Background: Severe mitral stenosis (MS) leads to morphological and functional changes in the left atrium (LA) causing dysfunction. Relieving mitral obstruction improves the LA mechanics and structural remodelling. However, this is not taken as a measure of successful Ballon Mitral Valvotomy (BMV) in clinical practice.
Methods: We studied the relationship between LA strain and severe MS and the short-term effect of BMV on LA mechanics in a prospective observational single-centre study.
Results: Peak atrial longitudinal strain (PALS) was impaired in patients (n = 40) with severe MS and improved 24 h following BMV (11.93 ± 3.29% vs 14.96 ± 3.59%, p < 0.001). There was a significant decrease in transmitral gradient (12.0 ± 4 mmHg vs 3.2 ± 1.6 mmHg, p < 0.001) and systolic pulmonary artery pressure (sPAP) (42.0 ± 8 mmHg vs 40.0 ± 4.8 mmHg, p < 0.001) after the procedure. Mitral valve area (1.03 ± 0.27 cm2 vs 1.81 ± 0.31 cm2, p < 0.001) significantly increased after the procedure. Peak atrial longitudinal strain failed to predict the success of the procedure as (AUC: 0.53; 95% CI, 0.32-0.75, p = 0.791). A cut-off value of 11.42% demonstrated a sensitivity of 64.7% and specificity of 66.7%. (R = 0.33; 95% CI 0.09, 0.6, p = 0.038).

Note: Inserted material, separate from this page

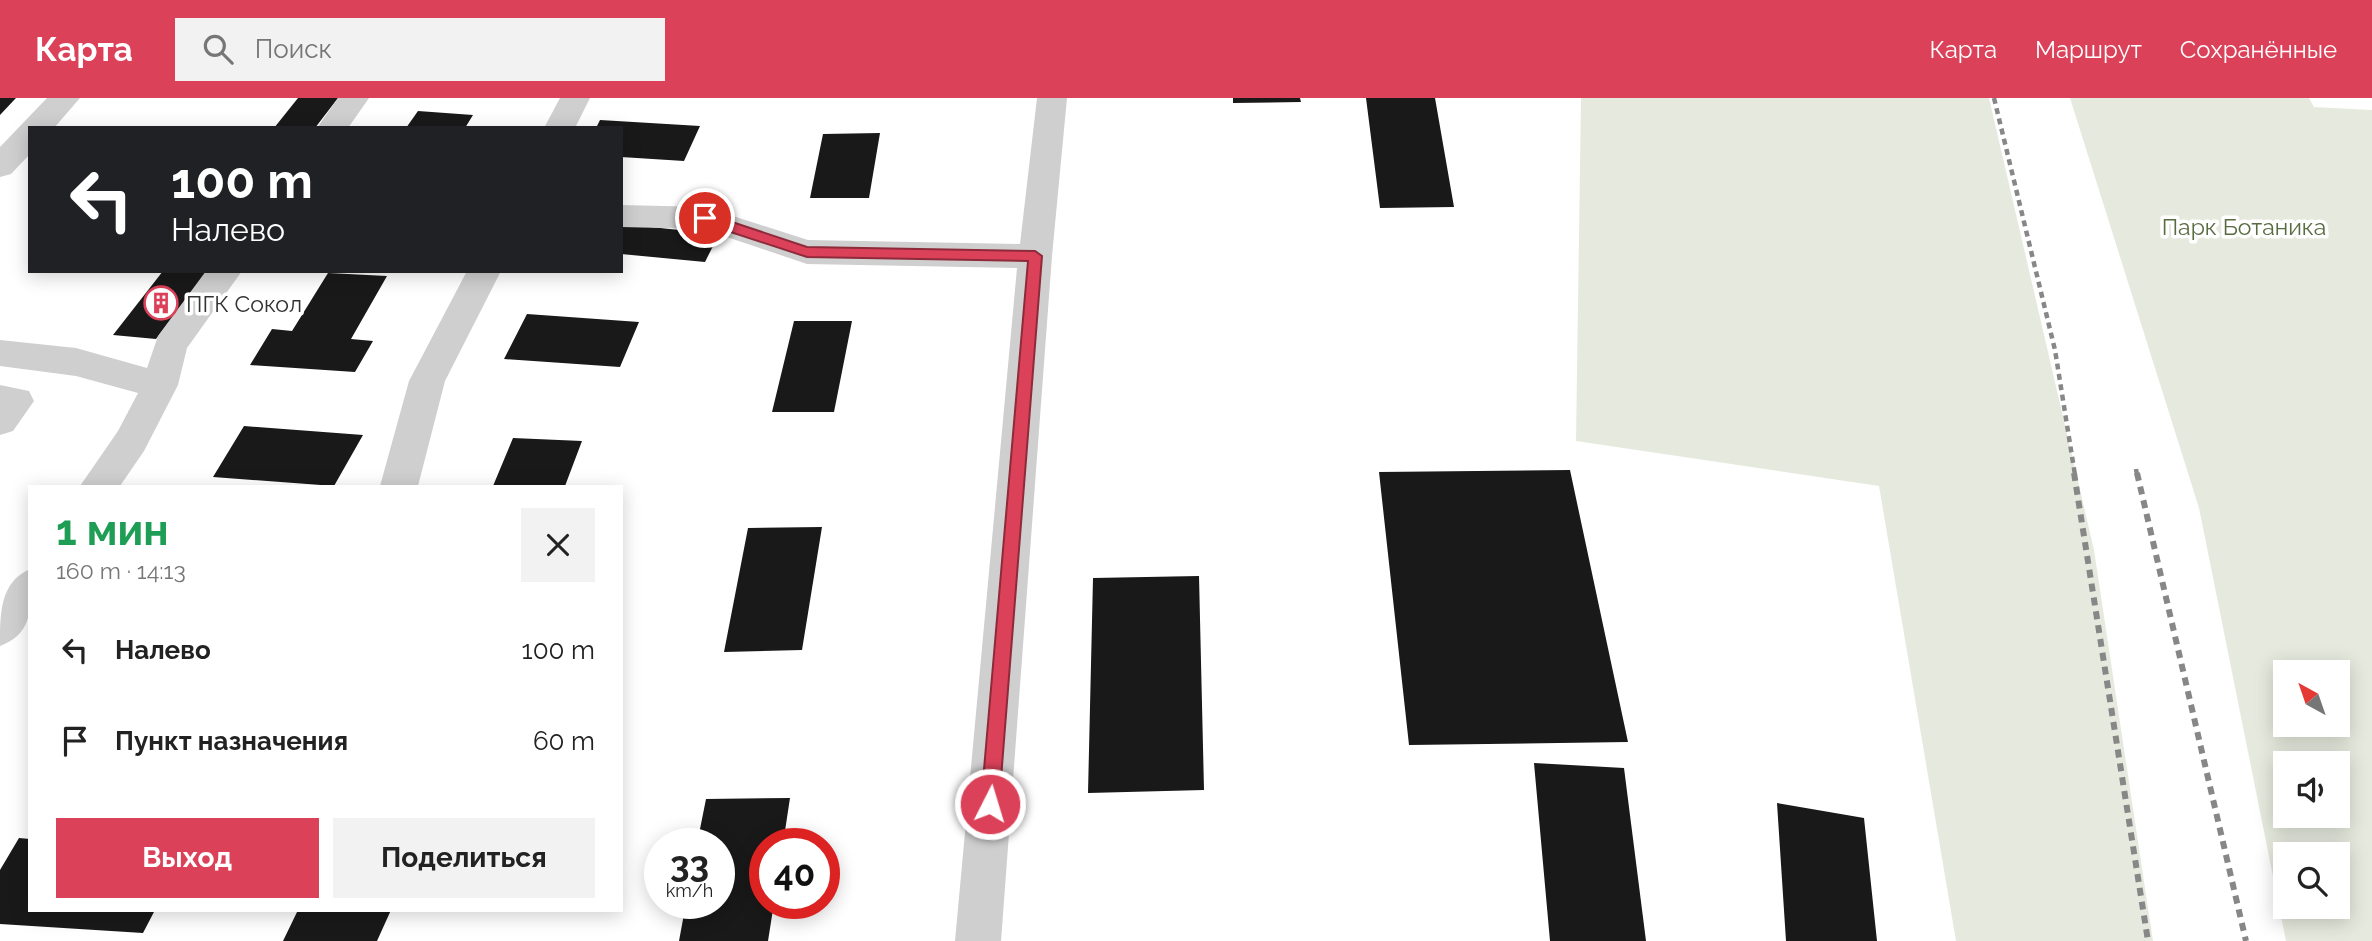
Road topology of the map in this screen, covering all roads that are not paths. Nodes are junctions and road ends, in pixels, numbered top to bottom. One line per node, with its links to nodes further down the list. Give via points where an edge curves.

Conclusion: Peak atrial longitudinal strain shows a significant improvement following a successful BMV. This increase in values reflects an improvement in clinical status and function class in follow-up. While PALS offers promise, it has limitations. Therefore, it seems reasonable to consider PALS as a supportive indicator alongside established markers like MV area and pressure gradient for assessing procedural success.